August 15 marked the four year anniversary of the implementation of the Deferred Action for Childhood Arrivals (DACA) program for DREAMers, and while DACA changed the lives of 700,000 young immigrants, the results of the 2016 elections could determine the fate of this and other executive actions. While presidential candidate Donald Trump has vowed to end DACA on day one, his fellow Republicans down ballot have also lined up in opposition to the policy.
As Juan Escalante, a DACA recipient, explains, “These are the battles undocumented immigrants are currently fighting four years later after the implementation of DACA. There is so much at risk, and we simply cannot let Republicans undo all of our progress on immigration.”
While Trump’s anti-immigrant agenda is clear and unforgettable, with his promises to round up 11 million immigrants; ban all Muslims from admission into the U.S.; revoke birthright citizenship to 4.5 million “anchor babies;” rescind protections for 700,000 Dreamers on his first day as President; round up Syrian refugees already resettled; among others, it is vital that voters remember the anti-immigrant stances of down-ballot candidates come November.
Senators Richard Burr, Marco Rubio, and Rob Portman voted multiple times to end the DACA program. They all oppose DAPA, the policy that offers a modest step of protecting the parents of U.S. citizen children from being deported. During his failed campaign for President, Rubio stated he would end DACA, if elected. Burr and Portman also voted against the common sense Senate immigration reform bill that passed by a bipartisan 68-32 margin.
Representative Mike Coffman voted against the DREAM Act and to defund DACA. Coffman opposes DAPA and supported the House filing an amicus brief against the Obama Administration’s executive actions on immigration. Coffman also supported the Aderholt amendment in 2015, which would have blocked the President from expanding DACA to others who came to this country at a very young age.

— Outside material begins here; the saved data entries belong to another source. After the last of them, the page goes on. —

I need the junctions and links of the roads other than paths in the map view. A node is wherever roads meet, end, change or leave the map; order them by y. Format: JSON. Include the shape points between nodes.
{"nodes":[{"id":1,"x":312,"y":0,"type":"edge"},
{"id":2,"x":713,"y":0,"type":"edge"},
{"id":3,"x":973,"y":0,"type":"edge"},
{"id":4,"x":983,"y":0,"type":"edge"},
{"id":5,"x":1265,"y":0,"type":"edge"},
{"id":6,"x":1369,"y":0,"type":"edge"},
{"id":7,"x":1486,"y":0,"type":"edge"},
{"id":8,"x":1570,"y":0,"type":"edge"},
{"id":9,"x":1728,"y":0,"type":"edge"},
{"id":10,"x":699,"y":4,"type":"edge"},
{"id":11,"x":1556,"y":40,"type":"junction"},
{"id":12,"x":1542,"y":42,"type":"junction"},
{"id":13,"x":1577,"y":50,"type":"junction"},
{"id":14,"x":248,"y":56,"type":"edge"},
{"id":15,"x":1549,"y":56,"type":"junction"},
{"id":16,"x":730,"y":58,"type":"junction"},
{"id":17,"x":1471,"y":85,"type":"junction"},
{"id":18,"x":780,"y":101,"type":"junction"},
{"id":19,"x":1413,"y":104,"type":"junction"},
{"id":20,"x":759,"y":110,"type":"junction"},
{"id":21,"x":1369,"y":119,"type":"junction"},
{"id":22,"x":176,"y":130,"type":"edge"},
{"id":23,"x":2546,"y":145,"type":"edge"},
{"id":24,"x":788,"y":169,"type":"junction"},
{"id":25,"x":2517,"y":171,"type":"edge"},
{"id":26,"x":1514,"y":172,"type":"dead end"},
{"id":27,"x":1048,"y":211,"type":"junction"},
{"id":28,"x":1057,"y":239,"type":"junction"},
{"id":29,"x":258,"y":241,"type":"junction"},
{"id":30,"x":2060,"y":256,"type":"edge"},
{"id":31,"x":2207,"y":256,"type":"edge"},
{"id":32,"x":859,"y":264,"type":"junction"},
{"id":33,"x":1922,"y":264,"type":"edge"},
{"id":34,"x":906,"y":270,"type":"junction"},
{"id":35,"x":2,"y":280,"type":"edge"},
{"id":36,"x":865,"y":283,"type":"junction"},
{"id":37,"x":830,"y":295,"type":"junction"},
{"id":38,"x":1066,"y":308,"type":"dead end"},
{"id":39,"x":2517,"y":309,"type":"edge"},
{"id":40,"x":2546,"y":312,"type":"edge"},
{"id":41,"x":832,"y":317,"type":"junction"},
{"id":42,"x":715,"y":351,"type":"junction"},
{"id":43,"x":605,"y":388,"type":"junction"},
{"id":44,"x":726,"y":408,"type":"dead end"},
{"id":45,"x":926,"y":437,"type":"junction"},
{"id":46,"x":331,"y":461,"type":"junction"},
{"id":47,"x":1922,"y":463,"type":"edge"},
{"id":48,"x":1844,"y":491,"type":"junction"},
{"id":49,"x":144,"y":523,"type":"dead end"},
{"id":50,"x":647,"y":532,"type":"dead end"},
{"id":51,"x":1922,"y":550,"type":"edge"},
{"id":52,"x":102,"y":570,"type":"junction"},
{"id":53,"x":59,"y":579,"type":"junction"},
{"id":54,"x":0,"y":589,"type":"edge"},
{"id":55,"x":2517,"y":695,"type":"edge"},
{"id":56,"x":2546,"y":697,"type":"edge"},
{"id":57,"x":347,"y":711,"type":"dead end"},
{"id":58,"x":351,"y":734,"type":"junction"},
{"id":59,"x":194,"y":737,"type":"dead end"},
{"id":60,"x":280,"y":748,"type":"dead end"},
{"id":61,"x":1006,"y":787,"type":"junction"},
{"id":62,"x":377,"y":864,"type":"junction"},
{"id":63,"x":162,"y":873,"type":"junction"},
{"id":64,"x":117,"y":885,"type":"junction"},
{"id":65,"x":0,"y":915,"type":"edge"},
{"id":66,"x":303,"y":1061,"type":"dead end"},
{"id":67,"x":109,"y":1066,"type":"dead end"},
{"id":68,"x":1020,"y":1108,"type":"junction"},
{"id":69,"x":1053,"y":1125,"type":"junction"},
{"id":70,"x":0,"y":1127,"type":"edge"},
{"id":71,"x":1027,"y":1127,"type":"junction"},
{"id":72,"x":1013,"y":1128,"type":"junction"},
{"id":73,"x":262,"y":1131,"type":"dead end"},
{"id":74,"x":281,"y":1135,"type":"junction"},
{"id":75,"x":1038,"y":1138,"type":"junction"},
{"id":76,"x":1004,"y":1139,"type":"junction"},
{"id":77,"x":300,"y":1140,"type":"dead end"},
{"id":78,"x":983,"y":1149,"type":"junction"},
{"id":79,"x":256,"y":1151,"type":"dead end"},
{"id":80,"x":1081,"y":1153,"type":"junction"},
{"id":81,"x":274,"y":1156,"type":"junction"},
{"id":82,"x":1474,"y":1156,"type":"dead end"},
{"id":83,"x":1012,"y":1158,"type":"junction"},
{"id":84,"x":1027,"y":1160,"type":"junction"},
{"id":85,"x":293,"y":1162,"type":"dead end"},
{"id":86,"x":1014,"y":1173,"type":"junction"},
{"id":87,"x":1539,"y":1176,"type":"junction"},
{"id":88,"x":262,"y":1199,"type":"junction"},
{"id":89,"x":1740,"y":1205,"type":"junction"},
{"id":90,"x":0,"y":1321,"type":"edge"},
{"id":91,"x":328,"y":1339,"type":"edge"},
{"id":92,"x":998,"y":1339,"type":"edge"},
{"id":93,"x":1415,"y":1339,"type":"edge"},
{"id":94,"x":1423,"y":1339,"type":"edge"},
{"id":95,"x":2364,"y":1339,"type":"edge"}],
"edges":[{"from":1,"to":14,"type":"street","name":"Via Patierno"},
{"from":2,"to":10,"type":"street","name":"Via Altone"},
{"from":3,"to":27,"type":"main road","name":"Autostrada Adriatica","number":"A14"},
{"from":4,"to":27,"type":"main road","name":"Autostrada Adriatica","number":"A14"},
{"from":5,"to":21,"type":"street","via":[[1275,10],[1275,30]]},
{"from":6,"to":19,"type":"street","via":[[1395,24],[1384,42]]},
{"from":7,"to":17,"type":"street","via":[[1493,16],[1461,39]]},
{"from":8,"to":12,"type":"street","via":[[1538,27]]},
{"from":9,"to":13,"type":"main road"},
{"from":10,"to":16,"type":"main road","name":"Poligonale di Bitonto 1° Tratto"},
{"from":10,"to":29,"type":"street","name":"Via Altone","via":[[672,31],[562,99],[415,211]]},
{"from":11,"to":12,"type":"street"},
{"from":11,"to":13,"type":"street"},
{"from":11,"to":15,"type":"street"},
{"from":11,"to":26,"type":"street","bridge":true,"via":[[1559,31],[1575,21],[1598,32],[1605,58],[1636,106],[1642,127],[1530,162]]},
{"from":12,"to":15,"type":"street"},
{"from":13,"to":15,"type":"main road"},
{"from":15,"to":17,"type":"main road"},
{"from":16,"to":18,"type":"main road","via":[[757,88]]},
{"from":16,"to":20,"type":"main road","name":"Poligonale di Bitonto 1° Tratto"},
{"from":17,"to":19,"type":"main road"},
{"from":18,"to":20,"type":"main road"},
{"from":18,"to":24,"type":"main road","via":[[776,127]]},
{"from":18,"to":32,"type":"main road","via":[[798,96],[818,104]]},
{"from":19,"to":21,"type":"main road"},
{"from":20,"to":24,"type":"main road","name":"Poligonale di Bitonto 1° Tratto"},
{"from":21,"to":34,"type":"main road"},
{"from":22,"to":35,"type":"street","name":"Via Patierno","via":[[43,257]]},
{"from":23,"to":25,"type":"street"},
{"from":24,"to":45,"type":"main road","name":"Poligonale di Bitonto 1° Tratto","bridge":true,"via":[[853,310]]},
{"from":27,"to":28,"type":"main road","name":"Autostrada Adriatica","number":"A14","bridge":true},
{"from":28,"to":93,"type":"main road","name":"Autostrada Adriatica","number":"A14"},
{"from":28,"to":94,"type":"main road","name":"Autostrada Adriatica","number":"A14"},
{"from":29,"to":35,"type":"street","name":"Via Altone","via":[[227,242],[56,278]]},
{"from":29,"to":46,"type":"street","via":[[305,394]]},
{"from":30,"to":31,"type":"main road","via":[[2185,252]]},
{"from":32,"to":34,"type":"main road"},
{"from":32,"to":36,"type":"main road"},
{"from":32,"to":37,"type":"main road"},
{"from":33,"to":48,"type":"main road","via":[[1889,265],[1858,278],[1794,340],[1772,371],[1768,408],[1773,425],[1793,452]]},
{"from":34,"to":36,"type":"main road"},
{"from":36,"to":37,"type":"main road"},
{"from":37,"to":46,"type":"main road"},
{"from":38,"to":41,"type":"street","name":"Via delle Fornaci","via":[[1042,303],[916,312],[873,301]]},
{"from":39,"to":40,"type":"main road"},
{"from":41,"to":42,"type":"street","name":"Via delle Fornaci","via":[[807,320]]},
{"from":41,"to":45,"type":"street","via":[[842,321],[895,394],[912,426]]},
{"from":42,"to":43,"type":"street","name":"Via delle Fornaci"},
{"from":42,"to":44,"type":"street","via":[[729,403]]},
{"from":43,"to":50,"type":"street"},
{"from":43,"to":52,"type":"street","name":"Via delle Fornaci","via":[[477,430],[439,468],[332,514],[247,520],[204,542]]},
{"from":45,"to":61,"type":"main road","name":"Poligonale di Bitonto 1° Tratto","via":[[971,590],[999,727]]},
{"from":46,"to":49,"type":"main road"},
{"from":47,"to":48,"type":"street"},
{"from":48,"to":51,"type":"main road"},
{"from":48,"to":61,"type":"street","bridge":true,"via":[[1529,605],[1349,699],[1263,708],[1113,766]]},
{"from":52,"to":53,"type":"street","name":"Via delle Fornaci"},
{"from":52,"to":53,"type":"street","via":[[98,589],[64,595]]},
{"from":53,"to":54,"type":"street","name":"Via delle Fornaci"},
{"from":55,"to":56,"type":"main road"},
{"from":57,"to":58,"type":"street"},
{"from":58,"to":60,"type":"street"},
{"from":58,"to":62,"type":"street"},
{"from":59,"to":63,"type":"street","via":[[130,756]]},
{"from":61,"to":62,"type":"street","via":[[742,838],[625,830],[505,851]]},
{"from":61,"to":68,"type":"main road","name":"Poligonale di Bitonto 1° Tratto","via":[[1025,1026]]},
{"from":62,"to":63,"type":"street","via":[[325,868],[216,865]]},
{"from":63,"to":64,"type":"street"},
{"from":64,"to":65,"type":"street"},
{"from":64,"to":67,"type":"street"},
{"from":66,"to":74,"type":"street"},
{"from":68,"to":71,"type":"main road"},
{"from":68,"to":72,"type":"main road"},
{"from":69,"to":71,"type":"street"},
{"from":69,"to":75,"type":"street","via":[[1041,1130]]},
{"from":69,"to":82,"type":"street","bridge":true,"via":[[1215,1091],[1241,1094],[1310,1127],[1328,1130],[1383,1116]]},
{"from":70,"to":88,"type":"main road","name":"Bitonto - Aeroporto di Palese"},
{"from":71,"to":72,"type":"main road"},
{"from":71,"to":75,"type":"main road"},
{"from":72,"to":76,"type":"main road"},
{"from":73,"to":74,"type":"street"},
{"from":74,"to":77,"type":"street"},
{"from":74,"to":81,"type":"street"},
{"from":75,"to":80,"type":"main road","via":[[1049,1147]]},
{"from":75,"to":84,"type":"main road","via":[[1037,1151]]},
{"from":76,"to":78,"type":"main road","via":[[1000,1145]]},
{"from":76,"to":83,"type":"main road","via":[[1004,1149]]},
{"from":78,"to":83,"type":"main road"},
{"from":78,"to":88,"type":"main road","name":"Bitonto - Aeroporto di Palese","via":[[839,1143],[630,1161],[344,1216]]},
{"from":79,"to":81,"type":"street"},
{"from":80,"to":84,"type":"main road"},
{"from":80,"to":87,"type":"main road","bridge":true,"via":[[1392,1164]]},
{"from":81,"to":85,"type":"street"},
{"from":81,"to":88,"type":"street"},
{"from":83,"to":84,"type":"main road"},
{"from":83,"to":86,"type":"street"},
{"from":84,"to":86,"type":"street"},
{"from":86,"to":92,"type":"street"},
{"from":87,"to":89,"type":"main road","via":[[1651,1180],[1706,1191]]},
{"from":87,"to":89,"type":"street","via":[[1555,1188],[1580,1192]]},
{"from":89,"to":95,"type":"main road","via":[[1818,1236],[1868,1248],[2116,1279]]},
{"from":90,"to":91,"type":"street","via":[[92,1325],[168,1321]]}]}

Representative Joe Heck opposed the 2010 DREAM Act and the 2013 bipartisan “Gang of Eight” comprehensive immigration reform bill. He voted onmultiple occasions to defund DACA and opposes DACA+ and DAPA. Heck also supported the Aderholt amendment in 2015, which would have blocked the President from expanding DACA.
According to Lynn Tramonte, Deputy Director of America’s Voice, “DACA has changed lives, and it was an important step brought about through the activism and leadership of DREAMers. It’s a policy that works and should be expanded. Yet, over the past few years, Republicans have taken repeated votes to end DACA and subject long-term U.S. residents to deportation. Across the board, these politicians are amplifying Trump’s anti-immigrant agenda and prioritizing party over country, a position we cannot allow to prevail in November.”